Soviet and Russian mathematician (1938–2024)

Sergei Petrovich Novikov (Note: His first name is also romanized as Serguei.) (Russian: Серге́й Петро́вич Но́виков /ru/; 20 March 1938 – 6 June 2024) was a Soviet and Russian mathematician, noted for work in both algebraic topology and soliton theory. He became the first Soviet mathematician to receive the Fields Medal in 1970.

==Biography==
Novikov was born on 20 March 1938 in Gorky, Soviet Union (now Nizhny Novgorod, Russia). He grew up in a family of talented mathematicians. His father was Pyotr Sergeyevich Novikov, who gave a negative solution to the word problem for groups. His mother, Lyudmila Vsevolodovna Keldysh, and maternal uncle, Mstislav Vsevolodovich Keldysh, were also important mathematicians.

Novikov entered Moscow State University in 1955 and graduated in 1960. In 1964, he received the Moscow Mathematical Society Award for young mathematicians and defended a dissertation for the Candidate of Science in Physics and Mathematics degree (equivalent to the PhD) under Mikhail Postnikov at Moscow State University. In 1965, he defended a dissertation for the Doctor of Science in Physics and Mathematics degree there.
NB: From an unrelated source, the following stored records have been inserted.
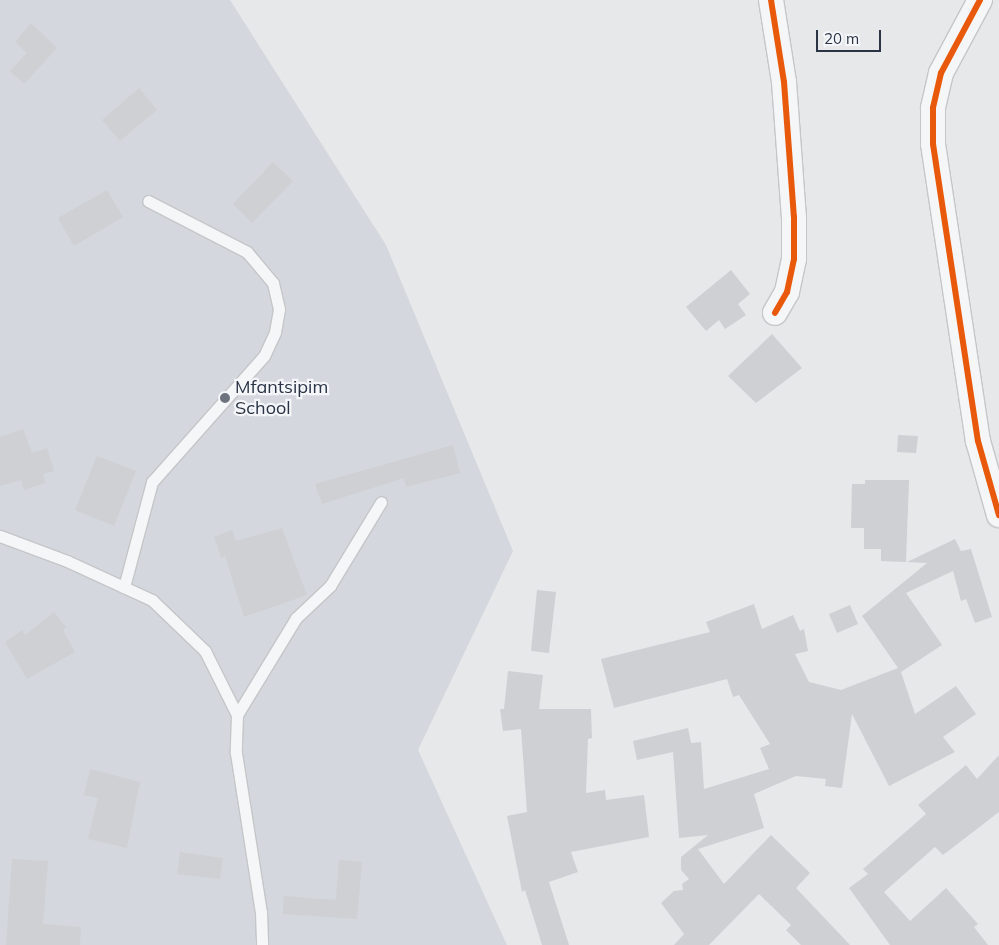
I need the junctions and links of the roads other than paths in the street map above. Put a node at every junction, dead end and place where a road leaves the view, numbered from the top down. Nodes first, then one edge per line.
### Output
1 (980, 0) edge
2 (773, 1) edge
3 (148, 200) dead end
4 (775, 313) dead end
5 (382, 502) dead end
6 (999, 515) edge
7 (0, 536) edge
8 (124, 587) junction
9 (237, 715) junction
10 (262, 945) edge

1 - 6 street
2 - 4 street
3 - 8 lane
5 - 9 lane
7 - 8 lane
8 - 9 lane
9 - 10 lane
Novikov died on 6 June 2024, at the age of 86.

==Career==
In 1966, Novikov became a corresponding member of the Academy of Sciences of the Soviet Union. In 1971, he became head of the Mathematics Division of the Landau Institute for Theoretical Physics of the USSR Academy of Sciences. In 1983, Novikov was also appointed the head of the Department of Higher Geometry and Topology at Moscow State University. He became President of the Moscow Mathematical Society in 1985 and remained in that role until 1996, when he moved to the University of Maryland College of Computer, Mathematical, and Natural Sciences at the University of Maryland, College Park. He continued to maintain research appointments at the Landau Institute for Theoretical Physics, Moscow State University, and the Department of Geometry and Topology at the Steklov Mathematical Institute after his move to Maryland.

==Research==
Novikov's early work was in cobordism theory, in relative isolation. Among other advances he showed how the Adams spectral sequence, a powerful tool for proceeding from homology theory to the calculation of homotopy groups, could be adapted to the new (at that time) cohomology theory typified by cobordism and K-theory. This required the development of the idea of cohomology operations in the general setting, since the basis of the spectral sequence is the initial data of Ext functors taken with respect to a ring of such operations, generalising the Steenrod algebra. The resulting Adams–Novikov spectral sequence is now a basic tool in stable homotopy theory.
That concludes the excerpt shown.